Quis o destino que um ano depois de a música de Chico ser lançada, Portugal saiu da ditadura com a Revolução dos Cravos e o que era uma crítica tornou-se um sopro de esperança pelos que defendiam a democracia: o Brasil precisava sair da sua ditadura e virar um “imenso Portugal”. E assim Portugal serviu de inspiração e exemplo para o Brasil, mas o caminho foi longo e penoso: só tivemos eleições livres para presidente em 1989, com a promulgação da Constituição cidadã.

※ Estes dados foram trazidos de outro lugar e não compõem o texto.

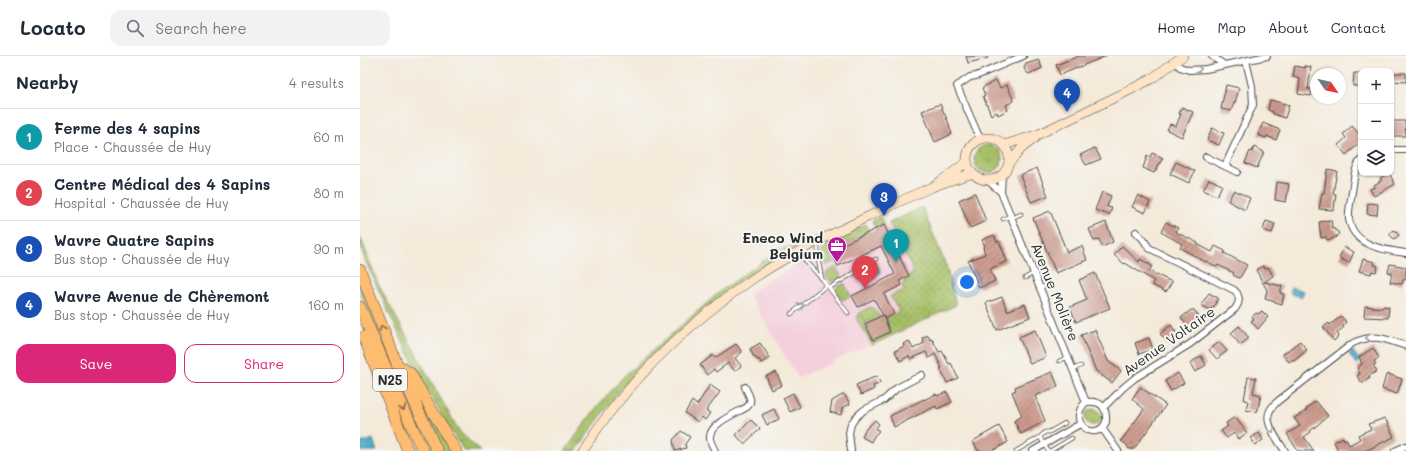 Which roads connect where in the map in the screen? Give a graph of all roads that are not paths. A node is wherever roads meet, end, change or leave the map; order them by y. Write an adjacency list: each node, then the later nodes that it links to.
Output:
1 (1023, 56): 9 (street)
2 (1183, 56): 6 (main road)
3 (1212, 56): 7 (street)
4 (1267, 56): 5 (street)
5 (1246, 61): 7 (street); 17 (street)
6 (1175, 62): 7 (street, one-way to 7); 8 (main road)
7 (1224, 65)
8 (1039, 134): 10 (main road); 15 (main road)
9 (980, 139): 10 (main road); 14 (main road)
10 (1004, 145): 15 (main road)
11 (1394, 150): 12 (street)
12 (1406, 150)
13 (1206, 157): 17 (street)
14 (967, 162): 19 (main road); 22 (main road)
15 (1010, 162): 20 (main road)
16 (1358, 165): 30 (street)
17 (1225, 166): 18 (street)
18 (1236, 172)
19 (972, 173): 21 (main road); 22 (main road)
20 (1002, 175): 21 (main road); 23 (street, Avenue Molière)
21 (987, 180): 23 (street, Avenue Molière)
22 (933, 186): 28 (main road)
23 (1001, 192): 25 (street, Avenue Molière)
24 (1021, 214): 25 (lane)
25 (1012, 217): 26 (lane); 33 (street, Avenue Molière)
26 (1003, 219)
27 (1136, 232): 52 (street, Avenue Voltaire)
28 (818, 241): 29 (main road); 35 (lane)
29 (800, 251): 35 (lane); 64 (main road)
30 (1406, 253)
31 (876, 259): 37 (lane)
32 (360, 270): 46 (highway, N25, one-way to 32)
33 (1034, 273): 34 (lane); 38 (street, Avenue Molière)
34 (1025, 278)
35 (822, 279): 37 (lane)
36 (1049, 284): 38 (lane)
37 (828, 286): 40 (lane); 41 (lane, one-way to 37)
38 (1040, 288): 44 (street, Avenue Molière)
39 (360, 308): 61 (highway, N25, one-way to 61)
40 (848, 313)
41 (791, 314)
42 (360, 325): 60 (highway)
43 (1406, 346): 71 (street, one-way to 71)
44 (1068, 357): 45 (lane); 48 (street, Avenue Molière)
45 (1059, 361)
46 (397, 364): 62 (highway, N25); 63 (highway)
47 (1081, 366): 48 (lane)
48 (1073, 369): 51 (street, Avenue Molière)
49 (922, 375): 66 (street)
50 (745, 387): 65 (street)
51 (1086, 402): 52 (street); 54 (street)
52 (1104, 407): 55 (street)
53 (1065, 423): 56 (lane)
54 (1080, 424): 55 (street); 58 (street)
55 (1102, 428): 70 (street)
56 (1040, 437): 58 (lane); 67 (lane)
57 (1072, 438): 69 (lane)
58 (1044, 444): 68 (street); 69 (lane)
59 (1406, 446): 72 (street)
60 (408, 451)
61 (423, 451)
62 (438, 451)
63 (456, 451)
64 (582, 451)
65 (716, 451)
66 (850, 451)
67 (1016, 451)
68 (1033, 451)
69 (1049, 451)
70 (1118, 451)
71 (1285, 451)
72 (1395, 451)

De volta ao presente… Hoje é o Brasil que se encontra numa posição de servir como exemplo, infelizmente negativo, mas nem por isso menos relevante, dos riscos que um governo do arco da extrema-direita representa para as instituições nacionais e, especialmente, para o lugar de Portugal no mundo. A auspiciosa possibilidade de Portugal renascer como um hub cultural global, estimulando setores ligados à criatividade, definitivamente não dialoga com a visão nativista desse arco.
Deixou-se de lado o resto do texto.